On comparing the given equation with the standard quadratic equation \[a{x^2} + bx + c = 0\]. We have \[a = 2\], \[b = - 4\] and \[c = - 48\].
For factorization, the standard equation is rewritten as \[a{x^2} + {b_1}x + {b_2}x + c = 0\] such that\[{b_1} \times {b_2} = ac\] and\[{b_1} + {b_2} = b\].
Here we can say that \[{b_1} = - 12\] and \[{b_2} = 8\]. Because \[{b_1} \times {b_2} = - 96\] \[(a \times c)\] and \[{b_1} + {b_2} = - 4(b)\].
Now we write \[2{x^2} - 4x - 48\] as,
\[ = 2{x^2} - 12x + 8x - 48\]
Taking ‘2x’ common in the first two terms and taking 8 common in the remaining two terms we have,
\[ = 2x(x - 6) + 8(x - 6)\]
Again taking \[(x - 6)\] common we have,
\[ = (x - 6)(2x + 8)\].
The factors of \[2{x^2} - 4x - 48\] are \[(x - 6)\] and \[(2x + 8)\].
Now the factors of \[y = 2{x^2} - 4x - 48\] are \[y = (x - 6)\] and \[y = (2x + 8)\].
Thus we have two linear equations and we can solve then by substitution method,
Now we have,
\[y = (x - 6)\] and \[y = (2x + 8)\]
That is
\[y - x = - 6{\text{ }} - - - (1)\]
\[y - 2x = 8{\text{ }} - - - (2)\]
From 1 we have \[y = x - 6\], substituting this in equation 2 we have,
\[x - 6 - 2x = 8\]
\[x - 2x = 8 + 6\]
\[ - x = 14\]
\[ \Rightarrow x = - 14\].
To find the ‘y’ value substitute the value of ‘x’ in equation 1 we have,
\[y - ( - 14) = - 6\]
\[y + 14 = - 6\]
\[y = - 6 - 14\]
\[ \Rightarrow y = - 20\].

Hence the solution of \[y = 2{x^2} - 4x - 48\] are \[x = - 14\] and \[y = - 20\].

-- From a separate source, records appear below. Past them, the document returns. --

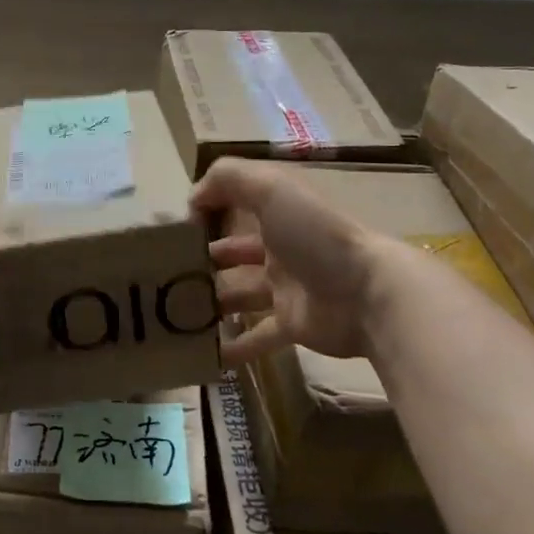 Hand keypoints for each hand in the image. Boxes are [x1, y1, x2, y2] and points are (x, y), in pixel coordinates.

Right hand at [191, 159, 396, 364]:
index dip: (205, 214)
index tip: (173, 232)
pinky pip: (256, 337)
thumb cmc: (315, 234)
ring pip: (238, 294)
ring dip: (209, 302)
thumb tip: (192, 200)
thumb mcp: (270, 187)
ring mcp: (286, 288)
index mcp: (277, 212)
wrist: (369, 293)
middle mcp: (280, 247)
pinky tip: (203, 354)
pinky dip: (232, 347)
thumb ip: (226, 178)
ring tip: (173, 311)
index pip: (234, 206)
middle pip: (232, 253)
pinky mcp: (292, 325)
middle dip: (201, 261)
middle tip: (165, 275)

Note: The highest exponent of the polynomial in a polynomial equation is called its degree. A polynomial equation has exactly as many roots as its degree. In various fields of mathematics require the point at which the value of a polynomial is zero, those values are called the factors/solution/zeros of the given polynomial. On the x-axis, the value of y is zero so the roots of an equation are the points on the x-axis that is the roots are simply the x-intercepts.